My father died a few weeks ago. It came as quite a shock. He was 82 but still very active and not sick at all. Sure, he had had a heart attack over 30 years ago, but had no problems since and was careful with his diet and exercise and was still actively pursuing his interests in photography.
He had shown his work in a gallery the weekend before he died. We spoke two days before he died about his plans to come out and teach my son how to take and develop his own pinhole photographs. And suddenly he was just … dead.
In some ways, I had been expecting a call about dad dying for 30 years. I’ve been worried about him ever since his heart attack. I was in Hawaii at the time and wasn’t able to come home to see him. When my sister called to tell me dad was dead, it felt like I was reliving that moment 30 plus years ago. I felt hopeless and still do.
The thing about grief is that it takes you by surprise. In the days after my dad’s death, I was looking for quotes for the celebrant to use. I found this one.
“Whenever anybody whom we love dies, we discover that although death is commonplace it is terribly original. We may have thought about it all our lives, but if it comes close to us, it is quite a new, strange thing to us, for which we are entirely unprepared. It may, perhaps, not be the bare loss so much as the strength of the bond which is broken that is the surprise, and we are debtors in a way to death for revealing something in us which ordinary life disguises.” – William Hale White (from his book Clara Hopgood)
My dad’s death surprised me, both in its suddenness, but also in my response. Despite my knowledge that death is final, I still resist it. It still feels surreal. I find myself, as we deal with his estate and the probate process thinking, I should call dad and find out where he put that paper or that camera. Ummmm, yeah. If he was still around we wouldn’t even be looking for it. My mom says that she still thinks about calling her to ask her mother for advice and she died over 40 years ago now. The habits you form through a lifetime of interdependence are habits that are hard to break.
The worst day, so far, was the day I was thinking about my father’s cremation, which hadn’t happened yet due to a delay in getting the death certificate signed by his doctor. I started thinking about the death of my daughter and how I felt during her cremation and how my dad was there to help my husband and I grieve. I started sobbing in a way I hadn’t yet. Sure, I had cried, but not like this. I realized that the pain and grief was arising in me this way and this strongly because – once his body is gone, that’s it. He’s not coming back! It will be impossible for him to come back. I hadn’t realized I’d been hoping for the impossible, that his death wasn’t really real, until that moment.
I’m really proud of my family and how we are collectively handling our grief. We are all realists and naturalists and our feeling about grief is – it’s just something everyone experiences at some point and there is no need to get all worked up about it. Grief is bad enough.
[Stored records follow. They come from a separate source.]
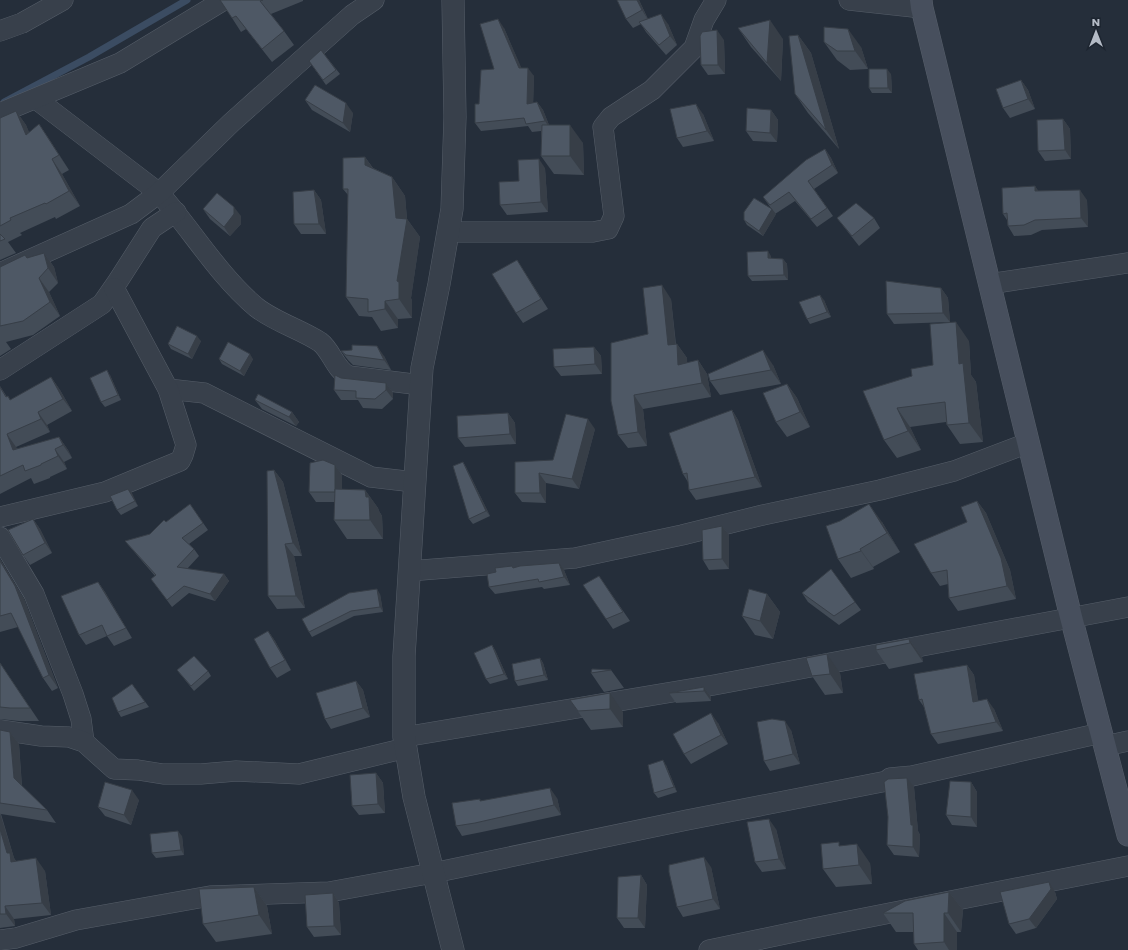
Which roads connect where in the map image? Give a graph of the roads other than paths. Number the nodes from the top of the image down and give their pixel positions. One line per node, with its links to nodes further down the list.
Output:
1 (63, 0): 8 (street)
2 (224, 0): 9 (street)
3 (374, 0): 11 (street)
4 (453, 0): 13 (street)
5 (716, 0): 13 (street)
6 (849, 0): 7 (street)
7 (922, 4): 16 (main road)
8 (0, 31)
9 (36, 99): 10 (street); 11 (street)
10 (0, 113)
11 (159, 194): 12 (street); 15 (street)
12 (176, 212): 17 (street); 19 (street)
13 (448, 232): 19 (street)
14 (1128, 263): 16 (street)
15 (0, 273)
16 (989, 284): 21 (main road)
17 (114, 288): 18 (street); 20 (street)
18 (0, 370)
19 (421, 385): 22 (street)
20 (168, 389): 22 (street); 23 (street)
21 (1028, 443): 25 (street); 27 (main road)
22 (414, 482): 25 (street)
23 (0, 517)
24 (0, 537): 31 (street)
25 (409, 572): 32 (street)
26 (1128, 607): 27 (street)
27 (1071, 617): 29 (main road); 32 (street)
28 (0, 730): 31 (street)
29 (1103, 739): 30 (street); 33 (main road); 35 (street)
30 (1128, 741)
31 (84, 742): 32 (street)
32 (405, 742): 35 (street)
33 (1128, 835)
34 (1128, 866): 38 (street)
35 (433, 873): 36 (street); 37 (street)
36 (0, 940)
37 (453, 950)
38 (709, 950)

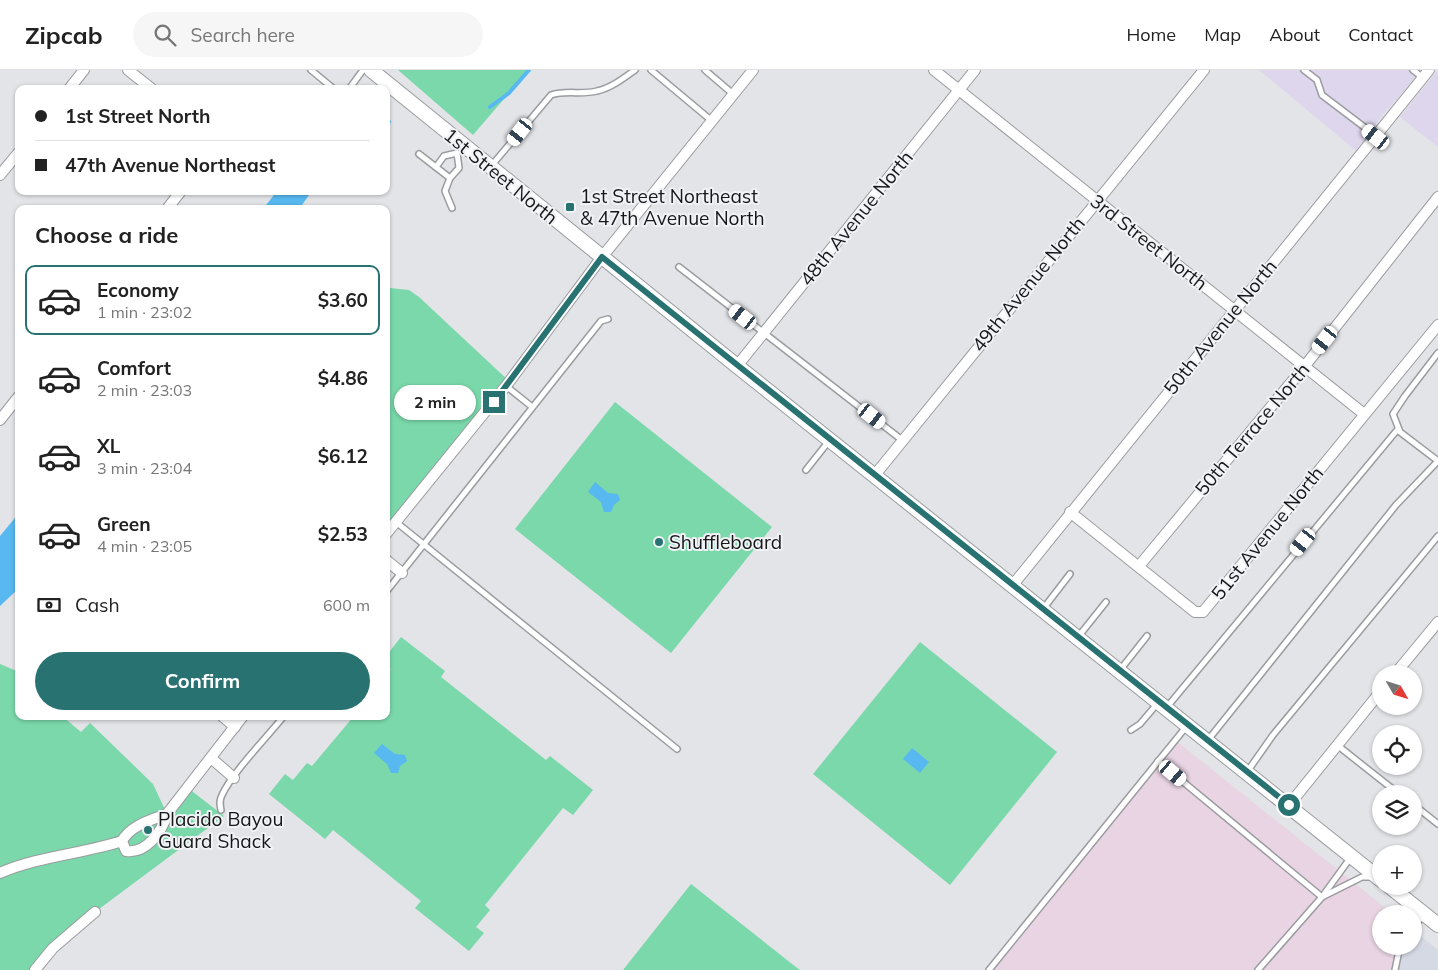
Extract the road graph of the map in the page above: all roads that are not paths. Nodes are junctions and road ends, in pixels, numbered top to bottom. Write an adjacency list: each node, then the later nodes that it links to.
1 (84, 70): 16 (street)
2 (128, 70): 17 (street)
3 (311, 70): 18 (lane)
4 (363, 70): 19 (lane)
5 (371, 70): 20 (street, 1st Street North)
6 (635, 70): 30 (lane)
7 (650, 70): 24 (lane)
8 (705, 70): 23 (lane)
9 (753, 70): 23 (street)
10 (934, 70): 22 (street, 3rd Street North)
11 (975, 70): 22 (street, 48th Avenue North)
12 (1204, 70): 35 (street, 49th Avenue North)
13 (1304, 70): 25 (lane)
14 (1413, 70): 15 (lane)
15 (1426, 74): 25 (street, 50th Avenue North)
16 (72, 85)
17 (147, 85)
18 (329, 85)
19 (352, 85)
20 (388, 85)
21 (390, 87): 26 (street, 1st Street North)
22 (958, 90): 35 (street, 3rd Street North); 43 (street, 48th Avenue North)
23 (733, 94): 24 (street)
24 (712, 121): 38 (street)
25 (1376, 137): 40 (street, 50th Avenue North)
26 (460, 149): 29 (lane); 30 (street, 1st Street North); 32 (lane)
27 (419, 154): 29 (lane)
28 (15, 157): 31 (street)
29 (436, 167): 32 (lane)
30 (490, 167): 38 (street, 1st Street North)
31 (0, 175)
32 (450, 178): 37 (lane)
33 (178, 195): 36 (street)
34 (1438, 197): 46 (street, 50th Terrace North)
35 (1096, 201): 40 (street, 3rd Street North); 54 (street, 49th Avenue North)
36 (170, 205)
37 (452, 208)
38 (602, 257): 45 (street, 1st Street North); 47 (street)
39 (680, 267): 43 (lane)
40 (1233, 310): 46 (street, 3rd Street North); 58 (street, 50th Avenue North)
41 (608, 318): 49 (lane)
42 (1438, 325): 50 (street, 51st Avenue North)
43 (764, 332): 45 (street, 48th Avenue North); 54 (lane)
44 (1438, 353): 52 (lane)
45 (737, 366): 53 (street, 1st Street North)
46 (1304, 366): 50 (street, 3rd Street North); 64 (street, 50th Terrace North)
47 (506, 386): 49 (lane); 59 (street)
48 (15, 401): 51 (street)
49 (531, 406): 62 (lane)
50 (1364, 414): 64 (street, 51st Avenue North)
51 (0, 420)
52 (1398, 428): 55 (lane); 77 (lane)
53 (830, 440): 56 (lane); 57 (street, 1st Street North)
54 (902, 440): 57 (street, 49th Avenue North)
55 (1438, 461): 84 (lane)
56 (806, 470)
57 (874, 476): 67 (street, 1st Street North)
58 (1070, 512): 64 (street, 51st Avenue North); 67 (street, 50th Avenue North)
59 (396, 522): 60 (street); 62 (lane)
60 (390, 529)
61 (1438, 536): 89 (lane)
62 (423, 544): 65 (lane); 86 (lane)
63 (390, 563): 65 (street)
64 (1139, 566)
65 (402, 573): 68 (lane)
66 (1070, 574): 70 (lane)
67 (1012, 586): 70 (street, 1st Street North)
68 (390, 587)
69 (1106, 602): 73 (lane)
70 (1042, 610): 73 (street, 1st Street North)
71 (1438, 622): 74 (street)
72 (1147, 636): 75 (lane)
73 (1077, 637): 75 (street, 1st Street North)
74 (1403, 665)
75 (1120, 671): 77 (street, 1st Street North)
76 (1372, 702): 85 (street)
77 (1163, 705): 81 (street, 1st Street North); 83 (lane)
78 (227, 720): 82 (street)
79 (240, 720): 82 (street)
80 (281, 720): 90 (lane)
81 (1188, 725): 84 (street, 1st Street North); 88 (lane)
82 (235, 727): 87 (street)
83 (1131, 730)
84 (1208, 740): 89 (street, 1st Street North)
85 (1337, 745): 91 (lane); 92 (street)
86 (677, 749)
87 (211, 758): 90 (street); 95 (street)
88 (1158, 760): 103 (lane); 110 (lane)
89 (1248, 772): 92 (street, 1st Street North)
90 (234, 778): 93 (lane)
91 (1388, 785)
92 (1289, 805): 98 (street, 1st Street North)
93 (221, 810)
94 (1422, 811): 96 (lane)
95 (167, 814): 97 (street); 97 (street)
96 (1438, 824)
97 (122, 841): 99 (street)
98 (1351, 857): 100 (street, 1st Street North); 103 (lane)
99 (0, 873)
100 (1372, 873)
101 (1372, 879): 103 (lane)
102 (1400, 895): 105 (street, 1st Street North)
103 (1322, 897): 111 (lane)
104 (95, 912): 109 (street)
105 (1424, 914): 106 (lane); 107 (street, 1st Street North)
106 (1422, 917)
107 (1438, 925)
108 (1398, 955): 112 (lane)
109 (35, 970)
110 (989, 970)
111 (1258, 970)
112 (1394, 970)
Just accept it and allow yourself to experience it and think about whatever it is you think about while grieving. It’s normal and natural to grieve when someone you loved or had in your life dies.
The main thing I’ve learned and actually relearned about grief in the last few weeks is just how communal an experience it is. I needed to be around my family who was experiencing the same grief as me. I needed to see them in person. Grief is not something I could do on my own or at a distance. Even though I have the support of my husband and son, I needed to physically be around people experiencing the loss in a similar and intimate way as I was.
But it wasn’t just immediate family that was grieving with me. My friends and extended friends all shared memories with me. And those memories weren’t always about my dad. Often, it was about the loss of their parent. My grief brought up their grief and they needed to share that with me. This sharing and mingling of past and present grief helped me recognize that while my grief is unique, I’m not alone in the experience. Grief is part of the human condition. We all experience it at some point.
Despite feeling lost inside my own head, I’m not alone. People all over the world experience grief all the time and still manage to keep on living. That’s a comforting thought. We are all in this struggle called life together and even if someone important dies and leaves you alone, you are not alone.
I’ll leave you with this quote from Carl Sagan: “In all our searching, the only thing we’ve found that makes the emptiness bearable, is each other.”